◆ Your instructions ◆
The entries below contain pictures. Retype everything except those pictures, exactly as given.

* * * * * * * * *

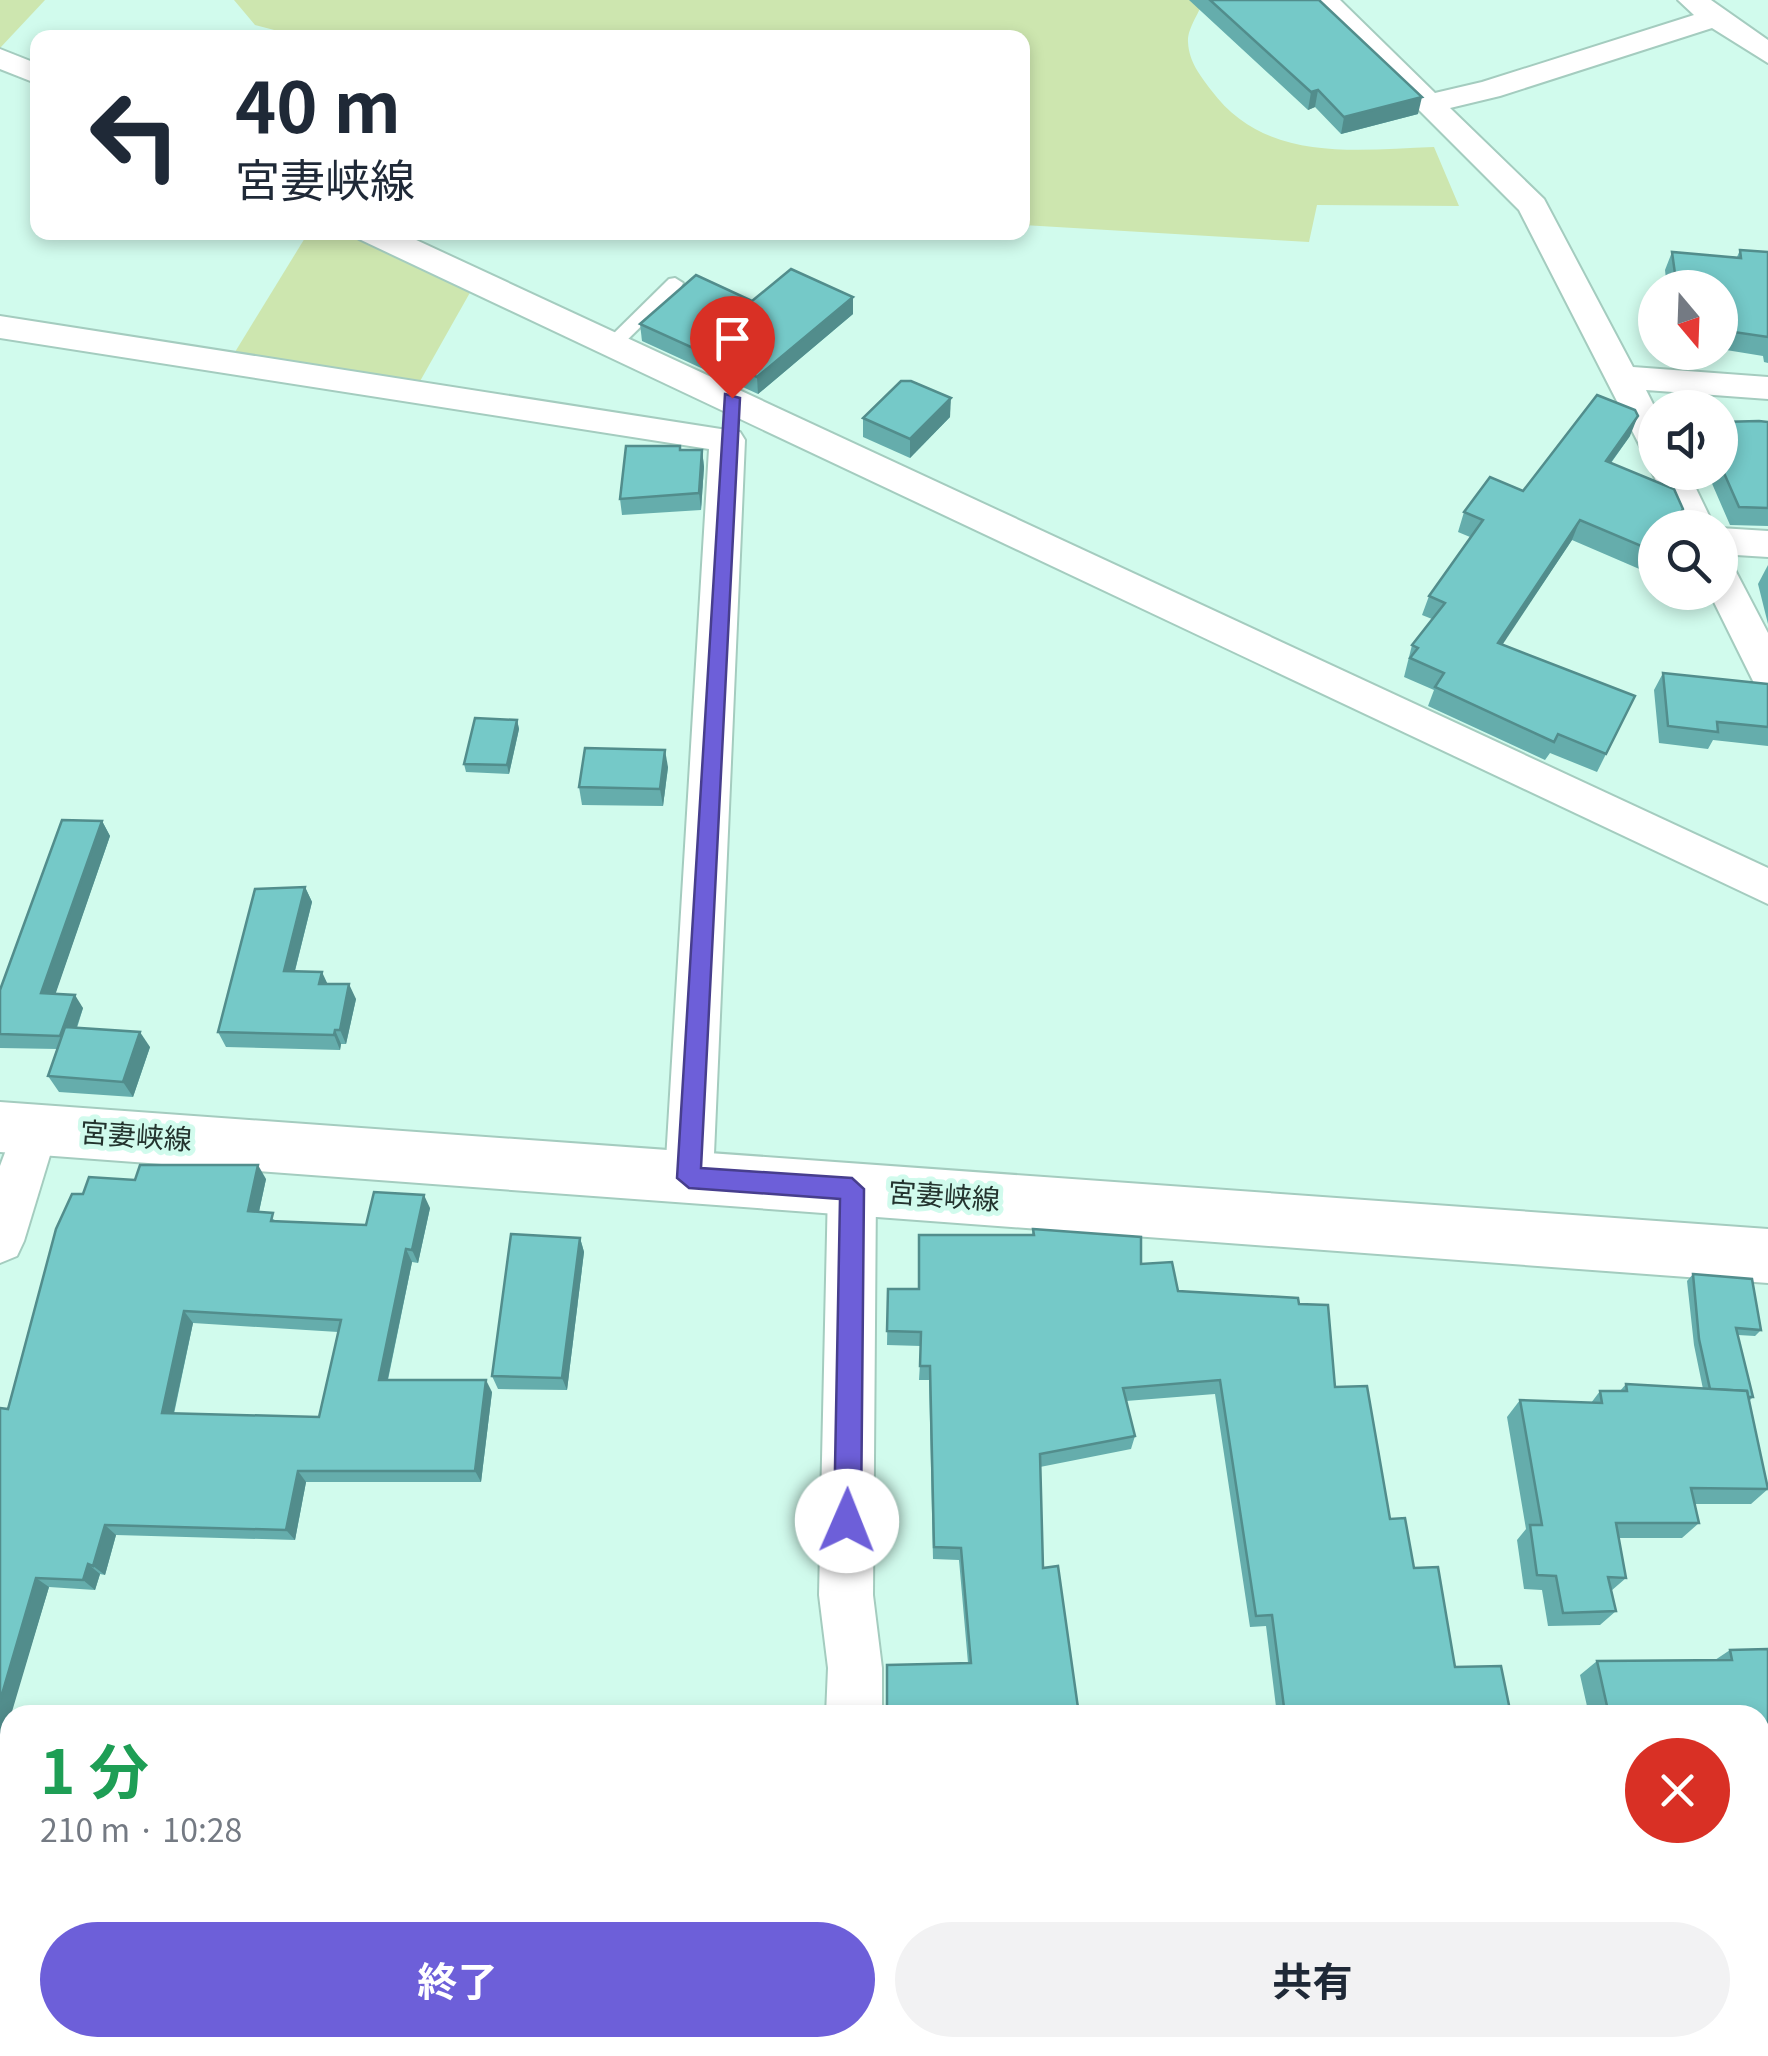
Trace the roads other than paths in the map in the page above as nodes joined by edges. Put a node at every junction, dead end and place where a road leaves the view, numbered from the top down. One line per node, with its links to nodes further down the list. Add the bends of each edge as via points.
1 (1323, 0): 6 (street)
2 (1704, 8): 3 (street); 6 (street, via 1489,90)
3 (1768, 54)
4 (0, 58): 5 (street)
5 (30, 71)
6 (1429, 103): 11 (street, via 1533,206)
7 (388, 240): 10 (street)
8 (675, 283): 10 (lane)
9 (0, 327): 15 (street)
10 (614, 344): 13 (street)
11 (1622, 377): 12 (street); 14 (street)
12 (1768, 388)
13 (732, 398): 15 (street); 20 (street)
14 (1638, 409)
15 (728, 440): 22 (street)
16 (1738, 543): 17 (street)
17 (1768, 544)
18 (1737, 610): 19 (street)
19 (1768, 673)
20 (1768, 888)
21 (18, 1128): 22 (main road, 宮妻峡線); 24 (street)
22 (689, 1178): 23 (main road, 宮妻峡線)
23 (852, 1189): 25 (main road, 宮妻峡線); 26 (street, via 846,1595)
24 (0, 1241)
25 (1768, 1256)
26 (854, 1705)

* * * * * * * * *

◆ Task output ◆
Trace the roads other than paths in the map in the page above as nodes joined by edges. Put a node at every junction, dead end and place where a road leaves the view, numbered from the top down. One line per node, with its links to nodes further down the list. Add the bends of each edge as via points.
1 (1323, 0): 6 (street)
2 (1704, 8): 3 (street); 6 (street, via 1489,90)
3 (1768, 54)
4 (0, 58): 5 (street)
5 (30, 71)
6 (1429, 103): 11 (street, via 1533,206)
7 (388, 240): 10 (street)
8 (675, 283): 10 (lane)
9 (0, 327): 15 (street)
10 (614, 344): 13 (street)
11 (1622, 377): 12 (street); 14 (street)
12 (1768, 388)
13 (732, 398): 15 (street); 20 (street)
14 (1638, 409)
15 (728, 440): 22 (street)
16 (1738, 543): 17 (street)
17 (1768, 544)
18 (1737, 610): 19 (street)
19 (1768, 673)
20 (1768, 888)
21 (18, 1128): 22 (main road, 宮妻峡線); 24 (street)
22 (689, 1178): 23 (main road, 宮妻峡線)
23 (852, 1189): 25 (main road, 宮妻峡線); 26 (street, via 846,1595)
24 (0, 1241)
25 (1768, 1256)
26 (854, 1705)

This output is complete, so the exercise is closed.